We're not just numb to statistics, but we're numb to images too. "Oh wow, that sucks," we say. My mom, she's great, she's the sweetest lady in the world, everyone loves her, she's religious, liberal as hell, but even when I describe the slums and show her pictures it's just, "Oh wow, that's awful, I can't believe the people live like that." That's it. She has NO CONNECTION to it, because she's not there. They're just like pictures in Time Magazine, or pictures from John Goodman in Uganda, or Bono in Lilongwe Malawi. NGO's are completely complicit in this, and started in the eighties with the Ethiopian famine. It's called famine porno. Showing pictures of naked, starving, bloated belly children. Showing starving babies suckling on dry breasts. These NGO's put out the most AWFUL images they can find, it doesn't depict the reality of the situation, and it desensitizes us ALL to it.

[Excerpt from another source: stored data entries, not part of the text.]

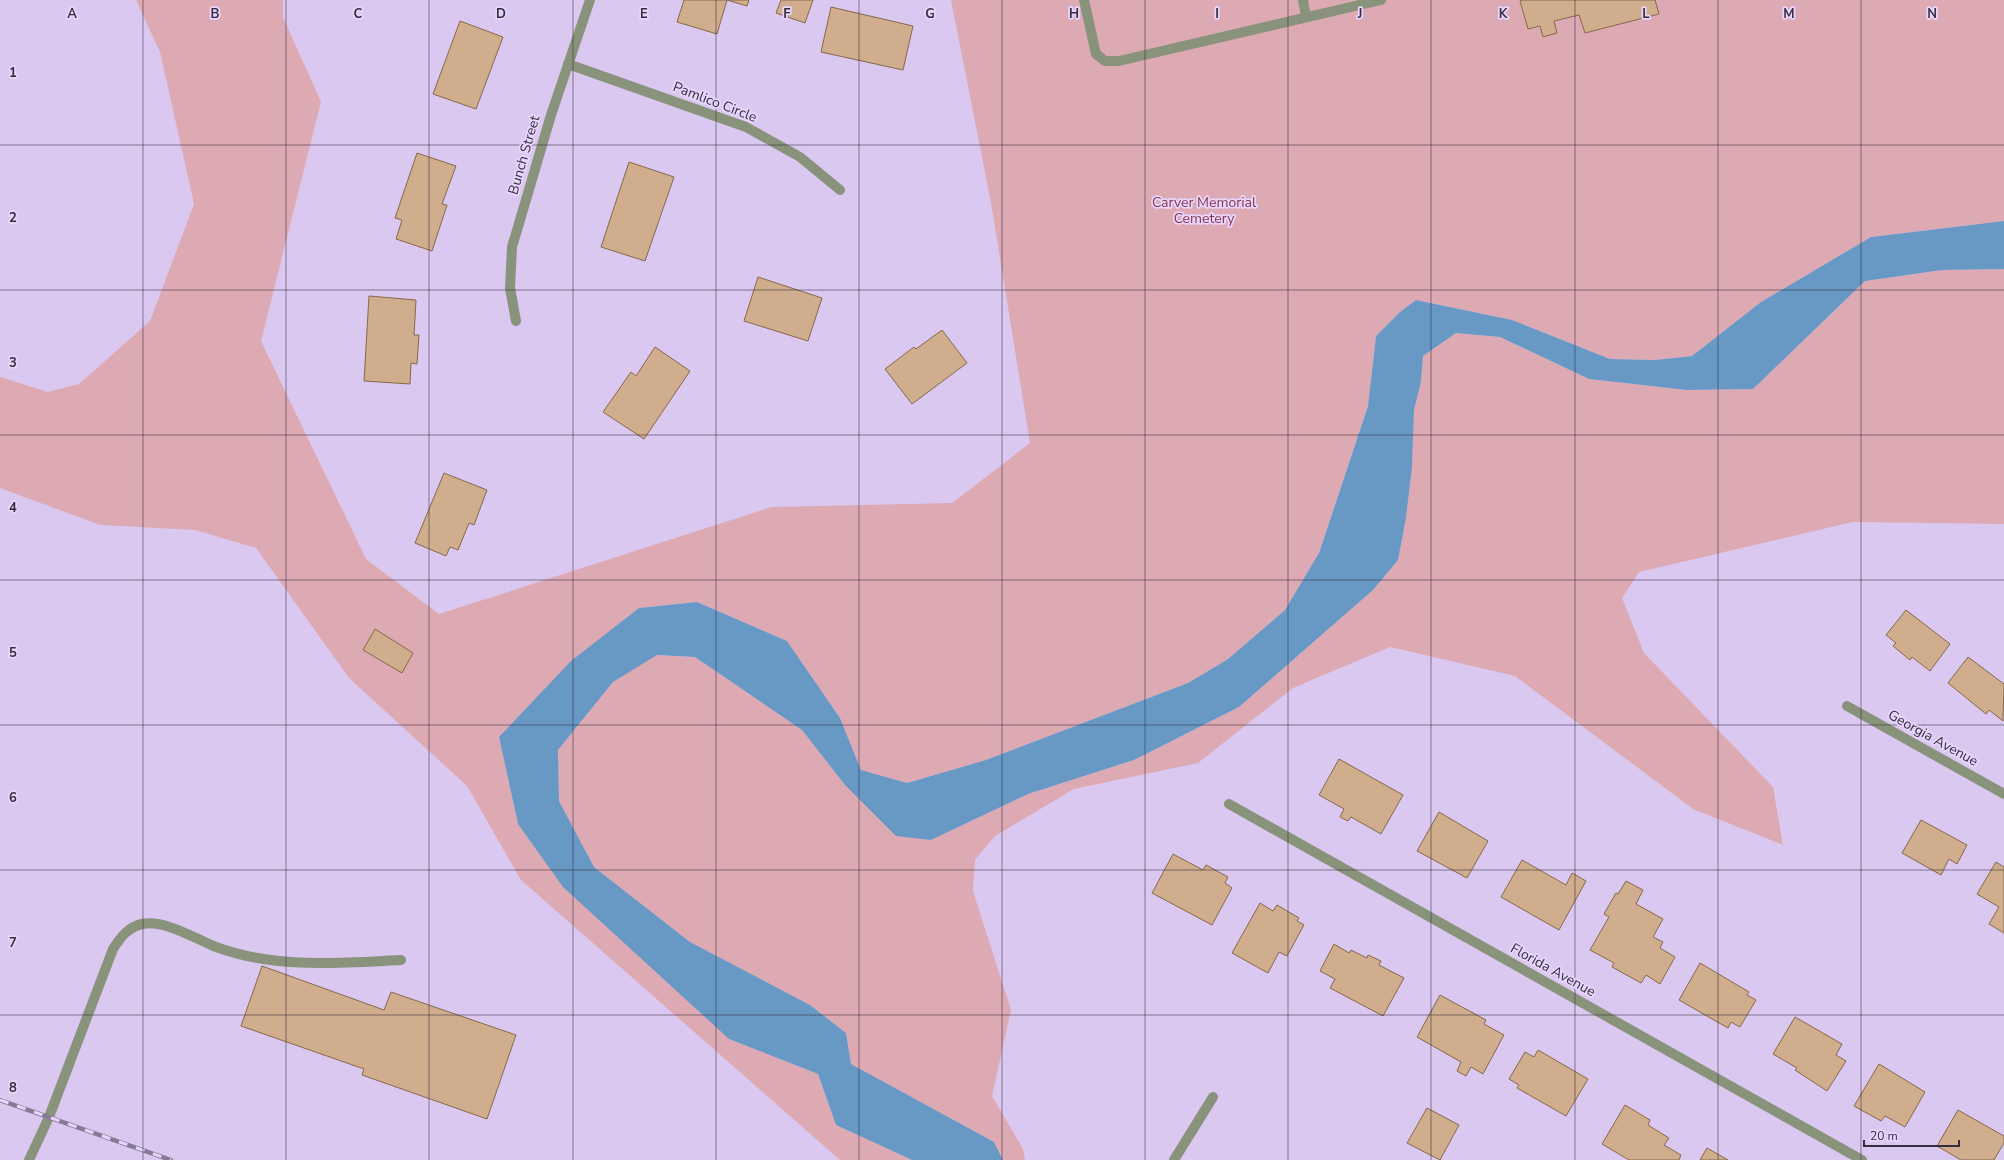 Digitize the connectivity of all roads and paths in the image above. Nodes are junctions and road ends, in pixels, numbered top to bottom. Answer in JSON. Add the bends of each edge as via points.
{"nodes":[{"id":1,"x":590,"y":0,"type":"edge"},
{"id":2,"x":1084,"y":0,"type":"edge"},
{"id":3,"x":1303,"y":0,"type":"edge"},
{"id":4,"x":1381,"y":0,"type":"edge"},
{"id":5,"x":1306,"y":17,"type":"junction"},
{"id":6,"x":568,"y":64,"type":"junction"},
{"id":7,"x":840,"y":190,"type":"dead end"},
{"id":8,"x":516,"y":321,"type":"dead end"},
{"id":9,"x":1847,"y":706,"type":"dead end"},
{"id":10,"x":2004,"y":794,"type":"edge"},
{"id":11,"x":1229,"y":804,"type":"dead end"},
{"id":12,"x":401,"y":960,"type":"dead end"},
{"id":13,"x":1212,"y":1097,"type":"dead end"},
{"id":14,"x":29,"y":1160,"type":"edge"},
{"id":15,"x":1174,"y":1160,"type":"edge"},
{"id":16,"x":1862,"y":1160,"type":"edge"}],
"edges":[{"from":1,"to":6,"type":"street","name":"Bunch Street"},
{"from":2,"to":5,"type":"street","via":[[1096,54],[1105,61],[1119,61]]},
{"from":3,"to":5,"type":"street"},
{"from":4,"to":5,"type":"street"},
{"from":6,"to":7,"type":"street","name":"Pamlico Circle","via":[[746,127],[800,157]]},
{"from":6,"to":8,"type":"street","name":"Bunch Street","via":[[512,247],[510,288]]},
{"from":9,"to":10,"type":"street","name":"Georgia Avenue"},
{"from":11,"to":16,"type":"street","name":"Florida Avenue"},
{"from":12,"to":14,"type":"street","via":[[315,965],[266,960],[218,948],[159,923],[141,924],[122,934],[113,949],[49,1117]]},
{"from":13,"to":15,"type":"street"}]} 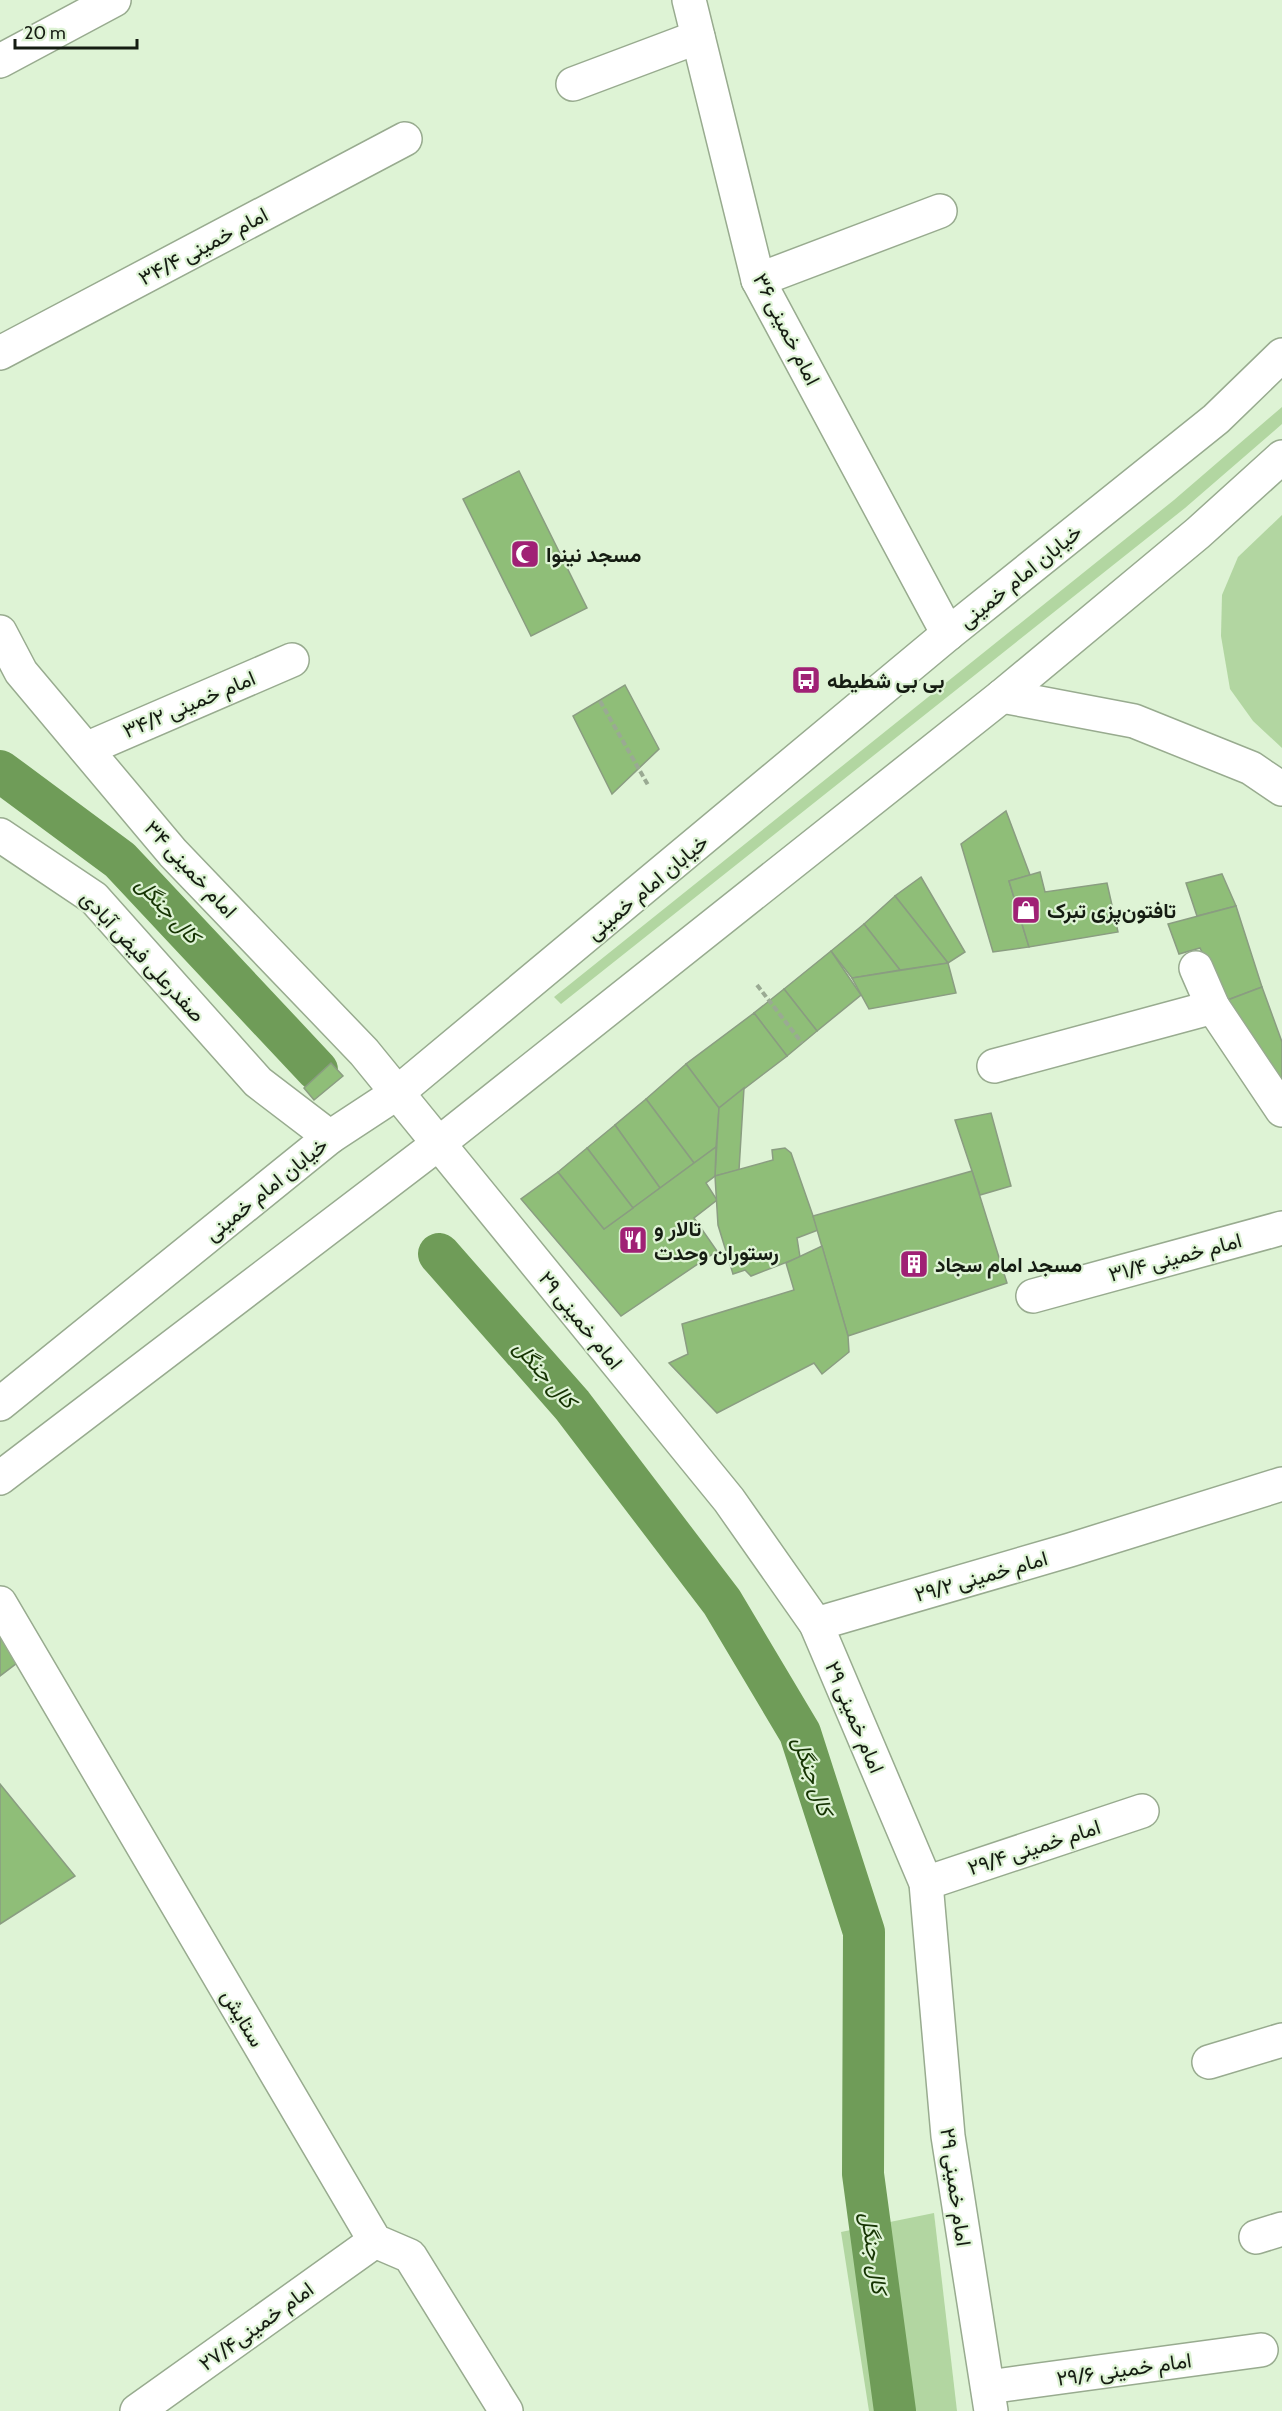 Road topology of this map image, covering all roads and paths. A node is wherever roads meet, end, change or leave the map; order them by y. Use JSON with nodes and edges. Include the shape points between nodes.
{"nodes":[{"id":1,"x":114,"y":0,"type":"edge"},
{"id":2,"x":689,"y":0,"type":"edge"},
{"id":3,"x":699,"y":37,"type":"junction"},
{"id":4,"x":0,"y":61,"type":"edge"},
{"id":5,"x":573,"y":84,"type":"dead end"},
{"id":6,"x":405,"y":139,"type":"dead end"},
{"id":7,"x":940,"y":211,"type":"dead end"},
{"id":8,"x":758,"y":280,"type":"junction"},
{"id":9,"x":0,"y":353,"type":"edge"},
{"id":10,"x":1282,"y":355,"type":"edge"},
{"id":11,"x":1282,"y":457,"type":"edge"},
{"id":12,"x":0,"y":632,"type":"edge"},
{"id":13,"x":948,"y":634,"type":"junction"},
{"id":14,"x":292,"y":660,"type":"dead end"},
{"id":15,"x":10,"y":664,"type":"edge"},
{"id":16,"x":1002,"y":696,"type":"junction"},
{"id":17,"x":600,"y":700,"type":"dead end"},
{"id":18,"x":86,"y":749,"type":"junction"},
{"id":19,"x":648,"y":785,"type":"dead end"},
{"id":20,"x":1282,"y":789,"type":"edge"},
{"id":21,"x":0,"y":835,"type":"edge"},
{"id":22,"x":1196,"y":968,"type":"dead end"},
{"id":23,"x":757,"y":985,"type":"dead end"},
{"id":24,"x":1213,"y":1008,"type":"junction"},
{"id":25,"x":802,"y":1043,"type":"dead end"},
{"id":26,"x":994,"y":1066,"type":"dead end"},
{"id":27,"x":397,"y":1093,"type":"junction"},
{"id":28,"x":1282,"y":1110,"type":"edge"},
{"id":29,"x":330,"y":1137,"type":"junction"},
{"id":30,"x":438,"y":1144,"type":"junction"},
{"id":31,"x":1282,"y":1228,"type":"edge"},
{"id":32,"x":1033,"y":1296,"type":"dead end"},
{"id":33,"x":0,"y":1404,"type":"edge"},
{"id":34,"x":0,"y":1478,"type":"edge"},
{"id":35,"x":1282,"y":1484,"type":"edge"},
{"id":36,"x":0,"y":1603,"type":"edge"},
{"id":37,"x":816,"y":1624,"type":"junction"},
{"id":38,"x":1142,"y":1812,"type":"dead end"},
{"id":39,"x":926,"y":1882,"type":"junction"},
{"id":40,"x":1282,"y":2040,"type":"edge"},
{"id":41,"x":1209,"y":2062,"type":"dead end"},
{"id":42,"x":375,"y":2241,"type":"junction"},
{"id":43,"x":1261,"y":2350,"type":"dead end"},
{"id":44,"x":989,"y":2399,"type":"edge"},
{"id":45,"x":138,"y":2411,"type":"edge"},
{"id":46,"x":506,"y":2411,"type":"edge"}],
"edges":[{"from":1,"to":4,"type":"street"},
{"from":2,"to":3,"type":"street","name":"امام خمینی ۳۶"},
{"from":3,"to":5,"type":"street"},
{"from":3,"to":8,"type":"street","name":"امام خمینی ۳۶"},
{"from":6,"to":9,"type":"street","name":"امام خمینی ۳۴/۴"},
{"from":7,"to":8,"type":"street"},
{"from":8,"to":13,"type":"street","name":"امام خمینی ۳۶"},
{"from":10,"to":13,"type":"street","name":"خیابان امام خمینی","via":[[1216,419]]},
{"from":11,"to":16,"type":"street","via":[[1198,533]]},
{"from":12,"to":15,"type":"street","name":"امام خمینی ۳۴"},
{"from":13,"to":27,"type":"street","name":"خیابان امام خمینی"},
{"from":14,"to":18,"type":"street","name":"امام خمینی ۳۴/۲"},
{"from":15,"to":18,"type":"street","name":"امام خمینی ۳۴"},
{"from":16,"to":20,"type":"street","via":[[1134,721],[1251,768]]},
{"from":16,"to":30,"type":"street"},
{"from":17,"to":19,"type":"path"},
{"from":18,"to":27,"type":"street","name":"امام خمینی ۳۴","via":[[173,853],[364,1052]]},
{"from":21,"to":29,"type":"street","name":"صفدرعلی فیض آبادی","via":[[94,898],[258,1082]]},
{"from":22,"to":24,"type":"street"},
{"from":23,"to":25,"type":"path"},
{"from":24,"to":26,"type":"street"},
{"from":24,"to":28,"type":"street"},
{"from":27,"to":29,"type":"street","name":"خیابان امام خمینی"},
{"from":27,"to":30,"type":"street","name":"امام خمینی ۳۴"},
{"from":29,"to":33,"type":"street","name":"خیابان امام خمینی"},
{"from":30,"to":34,"type":"street"},
{"from":30,"to":37,"type":"street","name":"امام خمینی ۲۹","via":[[729,1500]]},
{"from":31,"to":32,"type":"street","name":"امام خمینی ۳۱/۴"},
{"from":35,"to":37,"type":"street","name":"امام خمینی ۲۹/۲"},
{"from":36,"to":42,"type":"street","name":"ستایش"},
{"from":37,"to":39,"type":"street","name":"امام خمینی ۲۹"},
{"from":38,"to":39,"type":"street","name":"امام خمینی ۲۹/۴"},
{"from":39,"to":44,"type":"street","name":"امام خمینی ۲۹","via":[[948,2136]]},
{"from":40,"to":41,"type":"street"},
{"from":42,"to":45,"type":"street","name":"امام خمینی۲۷/۴"},
{"from":42,"to":46,"type":"street","via":[[410,2256]]},
{"from":43,"to":44,"type":"street","name":"امام خمینی ۲۹/۶"}]}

And it just escalates.

And again, I KNEW about it. I HEARD Bono speak. I was aware of the problems in Africa and actually pretty aware of stats before I went. But ya know what, I had soooo many misonceptions about it, and even though I listened to Bono, Sally Struthers, watched infomercials, my neighbors sponsored a kid over there, my priest was a missionary for years and even spent time in Djibouti, even through ALL that. I still felt that way, and most American's are like that. The average American just doesn't feel like giving to this cause. So when you have someone like Bono and Bob Geldof put these huge shows together, they get everyone emotional, and wanting to make change, and instead of playing on that and starting their own charity that can DIRECTLY effect the people of Africa, they go after government budgets... Man, I'm sorry, that's not gettin' it done. That's NOT effectively using your star power to make change.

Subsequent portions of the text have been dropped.